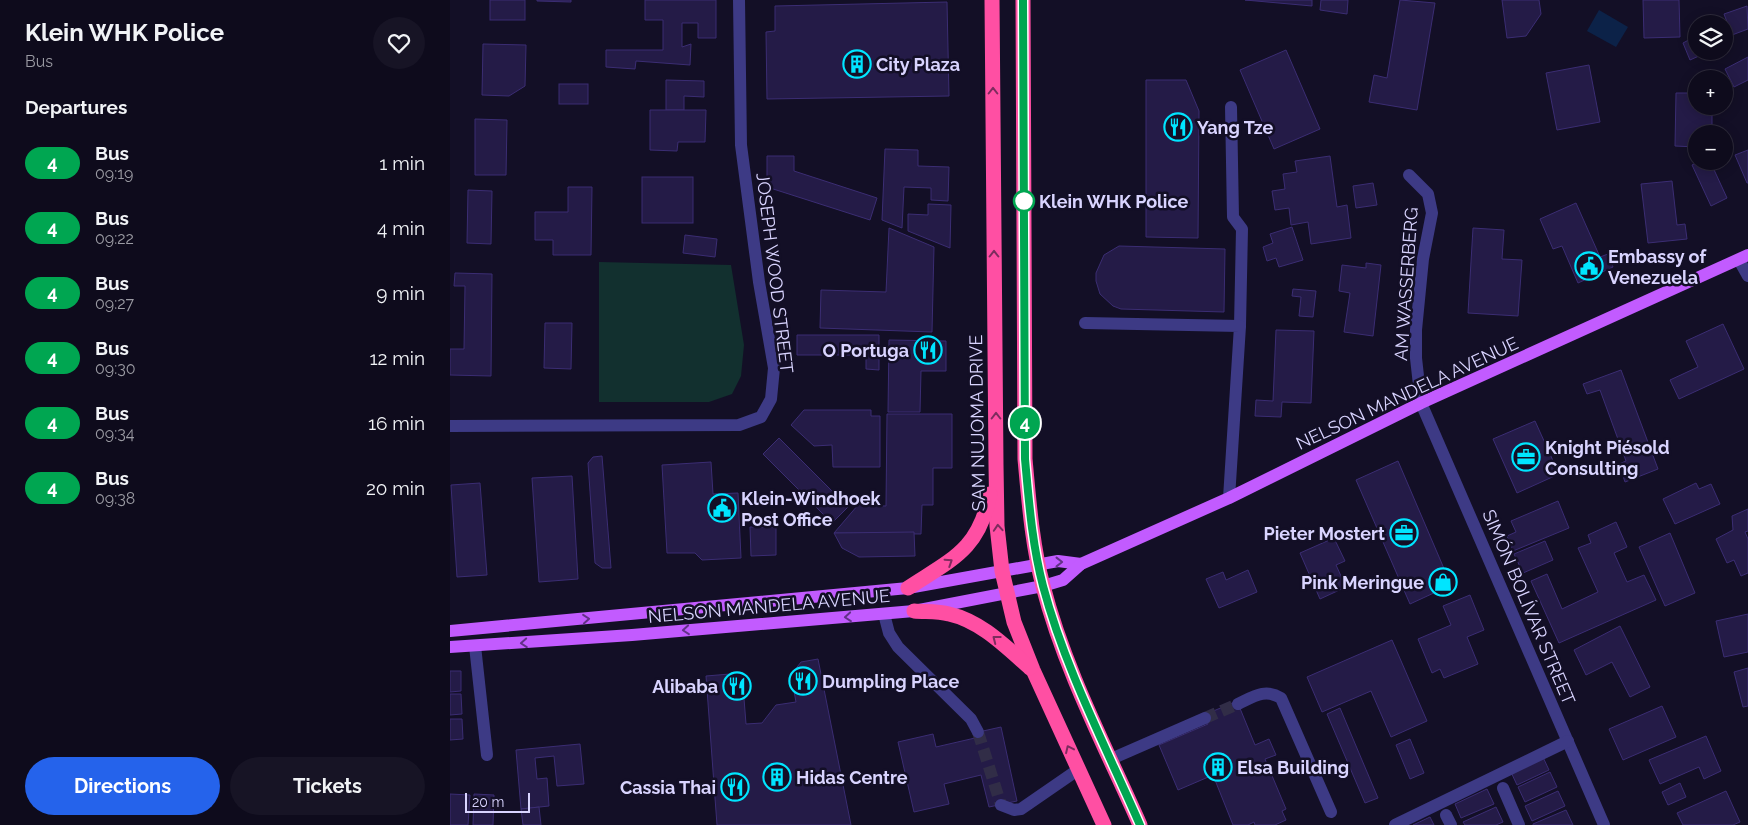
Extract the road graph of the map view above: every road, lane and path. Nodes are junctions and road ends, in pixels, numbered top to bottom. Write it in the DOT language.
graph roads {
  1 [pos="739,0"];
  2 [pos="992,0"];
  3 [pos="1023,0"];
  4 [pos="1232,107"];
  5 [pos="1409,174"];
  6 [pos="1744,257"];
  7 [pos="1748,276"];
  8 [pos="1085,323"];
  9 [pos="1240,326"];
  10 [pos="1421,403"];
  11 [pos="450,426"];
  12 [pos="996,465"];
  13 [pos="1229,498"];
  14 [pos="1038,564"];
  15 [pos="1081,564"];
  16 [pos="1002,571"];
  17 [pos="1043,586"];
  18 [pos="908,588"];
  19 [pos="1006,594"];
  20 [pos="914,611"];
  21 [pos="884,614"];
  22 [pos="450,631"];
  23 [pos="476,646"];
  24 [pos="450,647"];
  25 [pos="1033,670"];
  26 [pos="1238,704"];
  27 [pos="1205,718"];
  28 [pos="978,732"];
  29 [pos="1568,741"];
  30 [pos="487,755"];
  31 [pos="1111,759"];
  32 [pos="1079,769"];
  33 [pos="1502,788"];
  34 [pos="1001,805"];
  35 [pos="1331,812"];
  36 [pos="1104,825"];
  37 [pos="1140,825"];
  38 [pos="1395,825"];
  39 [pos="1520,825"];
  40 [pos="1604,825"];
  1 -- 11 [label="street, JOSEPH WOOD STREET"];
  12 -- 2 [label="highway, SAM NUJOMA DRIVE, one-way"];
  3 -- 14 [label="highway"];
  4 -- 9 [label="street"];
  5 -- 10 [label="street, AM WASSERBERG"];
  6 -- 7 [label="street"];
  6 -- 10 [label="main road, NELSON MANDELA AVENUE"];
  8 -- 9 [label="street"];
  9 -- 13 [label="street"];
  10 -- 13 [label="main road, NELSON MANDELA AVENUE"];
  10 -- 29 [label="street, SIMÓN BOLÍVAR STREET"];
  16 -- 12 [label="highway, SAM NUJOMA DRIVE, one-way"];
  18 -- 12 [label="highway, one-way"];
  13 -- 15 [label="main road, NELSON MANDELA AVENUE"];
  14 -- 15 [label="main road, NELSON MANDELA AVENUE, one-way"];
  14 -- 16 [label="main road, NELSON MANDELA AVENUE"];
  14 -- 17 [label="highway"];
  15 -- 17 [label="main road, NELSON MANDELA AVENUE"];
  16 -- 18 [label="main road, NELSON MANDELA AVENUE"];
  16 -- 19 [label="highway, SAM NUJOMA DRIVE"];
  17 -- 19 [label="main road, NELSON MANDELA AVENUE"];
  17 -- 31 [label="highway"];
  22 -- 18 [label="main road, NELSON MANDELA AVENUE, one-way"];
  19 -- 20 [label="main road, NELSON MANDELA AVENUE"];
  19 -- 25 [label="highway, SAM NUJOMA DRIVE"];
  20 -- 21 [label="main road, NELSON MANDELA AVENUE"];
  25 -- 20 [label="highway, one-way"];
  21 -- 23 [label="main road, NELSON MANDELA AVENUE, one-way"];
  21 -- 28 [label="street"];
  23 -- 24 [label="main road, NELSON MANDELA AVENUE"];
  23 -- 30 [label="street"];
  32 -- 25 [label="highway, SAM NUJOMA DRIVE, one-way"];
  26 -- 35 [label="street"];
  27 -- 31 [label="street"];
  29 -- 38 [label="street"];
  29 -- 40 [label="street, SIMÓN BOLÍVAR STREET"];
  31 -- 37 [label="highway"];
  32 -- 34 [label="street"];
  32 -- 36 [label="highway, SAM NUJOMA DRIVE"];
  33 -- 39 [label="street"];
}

★ ★ ★ ★ ★

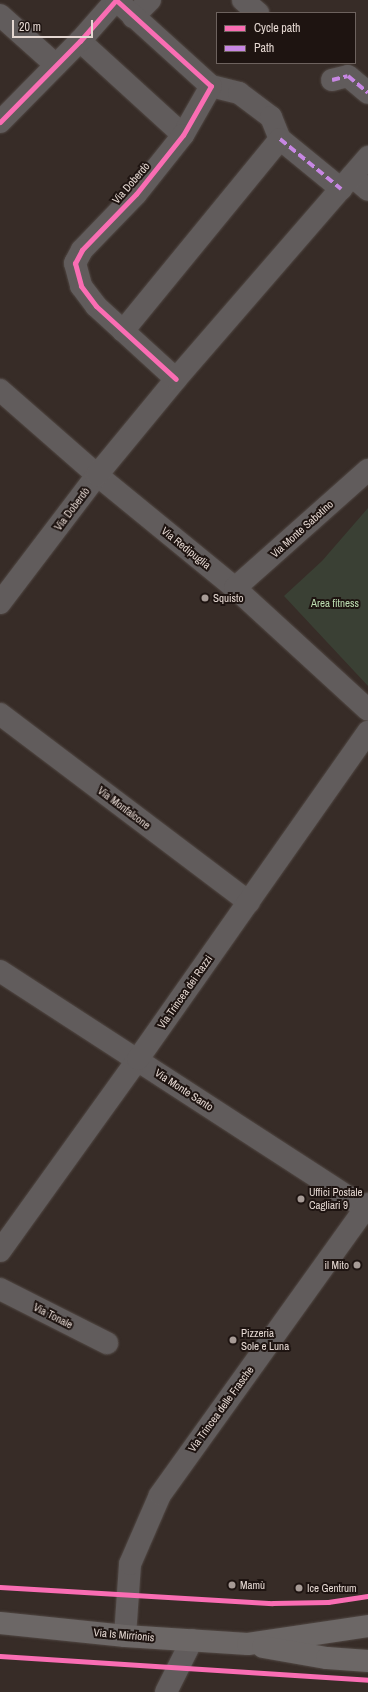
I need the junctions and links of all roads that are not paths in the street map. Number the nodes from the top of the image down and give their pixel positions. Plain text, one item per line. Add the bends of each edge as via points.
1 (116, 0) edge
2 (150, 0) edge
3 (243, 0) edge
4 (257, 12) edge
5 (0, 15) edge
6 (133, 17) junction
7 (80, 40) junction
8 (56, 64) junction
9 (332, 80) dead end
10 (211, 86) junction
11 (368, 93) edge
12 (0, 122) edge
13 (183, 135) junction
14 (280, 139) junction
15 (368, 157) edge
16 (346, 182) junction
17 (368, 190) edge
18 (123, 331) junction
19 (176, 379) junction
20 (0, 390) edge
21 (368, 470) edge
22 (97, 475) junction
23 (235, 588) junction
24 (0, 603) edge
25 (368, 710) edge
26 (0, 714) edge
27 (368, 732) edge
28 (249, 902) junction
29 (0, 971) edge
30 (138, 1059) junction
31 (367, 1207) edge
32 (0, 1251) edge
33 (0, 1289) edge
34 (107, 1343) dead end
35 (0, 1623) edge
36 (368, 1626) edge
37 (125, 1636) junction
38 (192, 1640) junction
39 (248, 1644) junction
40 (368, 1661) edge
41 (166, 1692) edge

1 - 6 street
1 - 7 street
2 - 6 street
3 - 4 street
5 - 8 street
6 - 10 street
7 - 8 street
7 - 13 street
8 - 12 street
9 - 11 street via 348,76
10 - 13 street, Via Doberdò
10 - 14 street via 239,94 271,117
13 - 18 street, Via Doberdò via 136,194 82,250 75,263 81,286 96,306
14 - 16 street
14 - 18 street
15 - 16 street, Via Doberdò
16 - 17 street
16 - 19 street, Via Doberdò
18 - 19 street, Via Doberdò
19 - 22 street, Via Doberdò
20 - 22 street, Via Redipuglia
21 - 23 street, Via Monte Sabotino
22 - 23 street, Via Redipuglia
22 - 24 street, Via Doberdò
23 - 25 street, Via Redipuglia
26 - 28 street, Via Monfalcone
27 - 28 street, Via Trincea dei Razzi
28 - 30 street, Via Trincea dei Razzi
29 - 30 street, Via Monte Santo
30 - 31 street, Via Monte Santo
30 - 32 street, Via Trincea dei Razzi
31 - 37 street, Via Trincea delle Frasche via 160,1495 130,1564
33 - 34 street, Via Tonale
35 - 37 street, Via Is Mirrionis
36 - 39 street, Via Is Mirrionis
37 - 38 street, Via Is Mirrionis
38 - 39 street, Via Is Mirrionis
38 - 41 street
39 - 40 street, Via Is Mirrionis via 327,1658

★ ★ ★ ★ ★

- [Work instruction] Indicate how many lines in the records above contain the word "Razzi", giving only the number.

- [Exercise solution] 3